Unnamed: 0,time_taken_mins,price,in_February,in_March,airline_Air India,airline_AirAsia,airline_GO FIRST,airline_Indigo,airline_SpiceJet,airline_StarAir,...,to_Hyderabad,to_Kolkata,to_Mumbai,class_business,class_economy,dept_time_late night,dept_time_early morning,dept_time_morning,dept_time_afternoon,dept_time_night
count,299952.0,299952.0,299952.0,299952.0,299952.0,299952.0,299952.0,299952.0,299952.0,299952.0,...,299952.0,299952.0,299952.0,299952.0,299952.0,299952.0,299952.0,299952.0,299952.0,299952.0
mean,733.422464,20901.148837,0.33512,0.66488,0.269683,0.053192,0.077256,0.143223,0.030041,0.000203,...,0.142606,0.16488,0.196841,0.311673,0.688327,0.011025,0.254771,0.240218,0.218558,0.275427
std,431.621884,22701.023616,0.472033,0.472033,0.443796,0.224416,0.266997,0.350301,0.170702,0.014259,...,0.349671,0.371073,0.397612,0.463178,0.463178,0.10442,0.435733,0.427217,0.413269,0.44673
min,50.0,1105.0,0.0,0.0,0.0,0.0,0.0,0.0,0.0,0.0,...,0.0,0.0,0.0,0.0,0.0,0.0,0.0,0.0,0.0,0.0
25%,410.0,4784.0,0.0,0.0,0.0,0.0,0.0,0.0,0.0,0.0,...,0.0,0.0,0.0,0.0,0.0,0.0,0.0,0.0,0.0,0.0
50%,675.0,7425.0,0.0,1.0,0.0,0.0,0.0,0.0,0.0,0.0,...,0.0,0.0,0.0,0.0,1.0,0.0,0.0,0.0,0.0,0.0
75%,970.0,42521.0,1.0,1.0,1.0,0.0,0.0,0.0,0.0,0.0,...,0.0,0.0,0.0,1.0,1.0,0.0,1.0,0.0,0.0,1.0
max,2990.0,123071.0,1.0,1.0,1.0,1.0,1.0,1.0,1.0,1.0,...,1.0,1.0,1.0,1.0,1.0,1.0,1.0,1.0,1.0,1.0


In [98]:
# X3 = X[['class_business', 'time_taken_mins']]

In [99]:
new_flight_one = np.array([[1.0, 675]])

predicted_price1 = model4.predict(new_flight_one)

predicted_price1



array([51984.86612551])

In [100]:
new_flight_two = np.array([[0.0, 675]])

predicted_price2 = model4.predict(new_flight_two)

predicted_price2



array([6502.16851736])

## We can see from this prediction that flights of equal length create varying prices based off class. The economy class is clearly a lot cheaper.
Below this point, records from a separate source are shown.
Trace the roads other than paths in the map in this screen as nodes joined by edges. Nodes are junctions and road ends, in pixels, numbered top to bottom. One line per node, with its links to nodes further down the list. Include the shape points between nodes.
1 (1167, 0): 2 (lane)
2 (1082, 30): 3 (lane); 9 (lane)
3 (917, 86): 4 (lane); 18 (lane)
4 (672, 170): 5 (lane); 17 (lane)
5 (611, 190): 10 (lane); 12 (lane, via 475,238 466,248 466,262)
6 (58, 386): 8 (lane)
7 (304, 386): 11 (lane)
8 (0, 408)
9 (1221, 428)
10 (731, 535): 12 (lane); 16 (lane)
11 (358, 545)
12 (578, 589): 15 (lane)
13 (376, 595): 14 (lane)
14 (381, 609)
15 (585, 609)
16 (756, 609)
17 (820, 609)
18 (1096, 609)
## This model can be a good way to know how to price tickets based on the class of ticket and length of a flight.

## Let's test more flights to confirm:

In [101]:
new_flight_three = np.array([[1.0, 1500]])

predicted_price3 = model4.predict(new_flight_three)

predicted_price3



array([55235.64281478])

In [102]:
new_flight_four = np.array([[0, 1500]])

predicted_price4 = model4.predict(new_flight_four)

predicted_price4



array([9752.94520663])

## For these flights, we increased the time_taken_mins to reflect increases in both classes of ticket while keeping a similar price ratio from business to economy.

# Overall in this notebook:

### - Cleaned dataset: Removed duplicates + null values and fixed errors in the 'stop' column values
### - Performed feature engineering to convert departure time into 5 categories representing the time of day
### - Exported the cleaned data to a CSV file in order to create visualizations in PowerBI
### - Created dummy variables in order to fit a linear regression model
### - Fit a Linear Regression model using 2 predictors of price
### - Used the model to predict the price of flights based off class and total time taken in minutes.